===== DATA IN THIS EXERCISE =====
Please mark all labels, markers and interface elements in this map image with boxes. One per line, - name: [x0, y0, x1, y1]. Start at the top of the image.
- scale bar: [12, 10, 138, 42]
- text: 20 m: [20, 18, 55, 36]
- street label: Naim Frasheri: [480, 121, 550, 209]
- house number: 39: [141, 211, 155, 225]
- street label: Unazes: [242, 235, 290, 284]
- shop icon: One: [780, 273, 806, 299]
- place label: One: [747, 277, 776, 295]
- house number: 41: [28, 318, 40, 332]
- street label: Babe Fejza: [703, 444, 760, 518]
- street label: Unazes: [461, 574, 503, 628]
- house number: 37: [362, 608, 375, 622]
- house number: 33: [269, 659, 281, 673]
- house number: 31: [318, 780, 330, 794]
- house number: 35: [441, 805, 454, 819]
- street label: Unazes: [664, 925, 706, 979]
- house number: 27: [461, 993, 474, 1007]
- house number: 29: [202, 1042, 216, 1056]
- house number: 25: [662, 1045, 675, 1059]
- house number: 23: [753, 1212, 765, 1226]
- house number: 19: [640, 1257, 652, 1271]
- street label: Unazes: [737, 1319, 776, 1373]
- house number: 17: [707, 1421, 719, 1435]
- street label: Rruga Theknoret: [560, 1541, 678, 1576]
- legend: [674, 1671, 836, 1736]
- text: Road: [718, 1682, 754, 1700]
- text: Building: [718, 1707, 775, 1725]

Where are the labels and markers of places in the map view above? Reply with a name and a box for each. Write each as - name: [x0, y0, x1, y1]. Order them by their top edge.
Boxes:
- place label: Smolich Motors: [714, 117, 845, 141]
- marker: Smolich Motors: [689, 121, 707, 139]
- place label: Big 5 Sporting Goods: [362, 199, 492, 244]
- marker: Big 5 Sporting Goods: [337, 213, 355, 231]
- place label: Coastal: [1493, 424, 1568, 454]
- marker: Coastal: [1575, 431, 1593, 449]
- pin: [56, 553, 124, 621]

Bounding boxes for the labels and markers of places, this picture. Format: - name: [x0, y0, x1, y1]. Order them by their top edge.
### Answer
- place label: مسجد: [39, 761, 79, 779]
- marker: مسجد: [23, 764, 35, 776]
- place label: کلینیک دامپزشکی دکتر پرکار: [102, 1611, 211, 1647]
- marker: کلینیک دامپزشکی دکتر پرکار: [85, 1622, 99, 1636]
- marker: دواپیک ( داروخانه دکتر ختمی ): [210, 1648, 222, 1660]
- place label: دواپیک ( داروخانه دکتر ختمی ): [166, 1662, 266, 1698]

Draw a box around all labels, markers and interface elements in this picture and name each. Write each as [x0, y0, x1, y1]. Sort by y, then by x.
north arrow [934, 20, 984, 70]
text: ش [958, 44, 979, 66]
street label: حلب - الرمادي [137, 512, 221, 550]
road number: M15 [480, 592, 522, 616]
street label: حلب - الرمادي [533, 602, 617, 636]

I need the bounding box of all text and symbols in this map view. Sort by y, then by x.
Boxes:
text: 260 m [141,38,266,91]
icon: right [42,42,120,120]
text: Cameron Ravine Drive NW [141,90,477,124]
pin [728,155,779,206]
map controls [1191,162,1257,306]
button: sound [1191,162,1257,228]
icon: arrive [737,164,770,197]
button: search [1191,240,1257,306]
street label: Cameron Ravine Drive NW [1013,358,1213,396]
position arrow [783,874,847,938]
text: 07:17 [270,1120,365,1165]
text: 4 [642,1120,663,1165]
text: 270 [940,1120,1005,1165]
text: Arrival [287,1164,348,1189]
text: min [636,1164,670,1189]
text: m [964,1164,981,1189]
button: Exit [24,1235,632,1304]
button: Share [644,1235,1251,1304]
=====
WHAT IS BEING ASKED » The records above should be repeated exactly. Print them all.

ANSWER TO THE PROBLEM »
Please mark all labels, markers and interface elements in this map image with boxes. One per line, - name: [x0, y0, x1, y1]. Start at the top of the image.
- scale bar: [12, 10, 138, 42]
- text: 20 m: [20, 18, 55, 36]
- street label: Naim Frasheri: [480, 121, 550, 209]
- house number: 39: [141, 211, 155, 225]
- street label: Unazes: [242, 235, 290, 284]
- shop icon: One: [780, 273, 806, 299]
- place label: One: [747, 277, 776, 295]
- house number: 41: [28, 318, 40, 332]
- street label: Babe Fejza: [703, 444, 760, 518]
- street label: Unazes: [461, 574, 503, 628]
- house number: 37: [362, 608, 375, 622]
- house number: 33: [269, 659, 281, 673]
- house number: 31: [318, 780, 330, 794]
- house number: 35: [441, 805, 454, 819]
- street label: Unazes: [664, 925, 706, 979]
- house number: 27: [461, 993, 474, 1007]
- house number: 29: [202, 1042, 216, 1056]
- house number: 25: [662, 1045, 675, 1059]
- house number: 23: [753, 1212, 765, 1226]
- house number: 19: [640, 1257, 652, 1271]
- street label: Unazes: [737, 1319, 776, 1373]
- house number: 17: [707, 1421, 719, 1435]
- street label: Rruga Theknoret: [560, 1541, 678, 1576]
- legend: [674, 1671, 836, 1736]
- text: Road: [718, 1682, 754, 1700]
- text: Building: [718, 1707, 775, 1725]

Where are the labels and markers of places in the map view above? Reply with a name and a box for each. Write each as - name: [x0, y0, x1, y1]. Order them by their top edge.
Boxes:
- place label: Smolich Motors: [714, 117, 845, 141]
- marker: Smolich Motors: [689, 121, 707, 139]
- place label: Big 5 Sporting Goods: [362, 199, 492, 244]
- marker: Big 5 Sporting Goods: [337, 213, 355, 231]
- place label: Coastal: [1493, 424, 1568, 454]
- marker: Coastal: [1575, 431, 1593, 449]
- pin: [56, 553, 124, 621]

Bounding boxes for the labels and markers of places, this picture. Format: - name: [x0, y0, x1, y1]. Order them by their top edge.
### Answer
- place label: مسجد: [39, 761, 79, 779]
- marker: مسجد: [23, 764, 35, 776]
- place label: کلینیک دامپزشکی دکتر پرکار: [102, 1611, 211, 1647]
- marker: کلینیک دامپزشکی دکتر پرکار: [85, 1622, 99, 1636]
- marker: دواپیک ( داروخانه دکتر ختمی ): [210, 1648, 222, 1660]
- place label: دواپیک ( داروخانه دکتر ختمی ): [166, 1662, 266, 1698]

Draw a box around all labels, markers and interface elements in this picture and name each. Write each as [x0, y0, x1, y1]. Sort by y, then by x.
north arrow [934, 20, 984, 70]
text: ش [958, 44, 979, 66]
street label: حلب - الرمادي [137, 512, 221, 550]
road number: M15 [480, 592, 522, 616]
street label: حلب - الرمادي [533, 602, 617, 636]

I need the bounding box of all text and symbols in this map view. Sort by y, then by x.
Boxes:
text: 260 m [141,38,266,91]
icon: right [42,42,120,120]
text: Cameron Ravine Drive NW [141,90,477,124]
pin [728,155,779,206]
map controls [1191,162,1257,306]
button: sound [1191,162,1257,228]
icon: arrive [737,164,770,197]
button: search [1191,240,1257,306]
street label: Cameron Ravine Drive NW [1013,358,1213,396]
position arrow [783,874,847,938]
text: 07:17 [270,1120,365,1165]
text: 4 [642,1120,663,1165]
text: 270 [940,1120,1005,1165]
text: Arrival [287,1164,348,1189]
text: min [636,1164,670,1189]
text: m [964,1164,981,1189]
button: Exit [24,1235,632,1304]
button: Share [644,1235,1251,1304]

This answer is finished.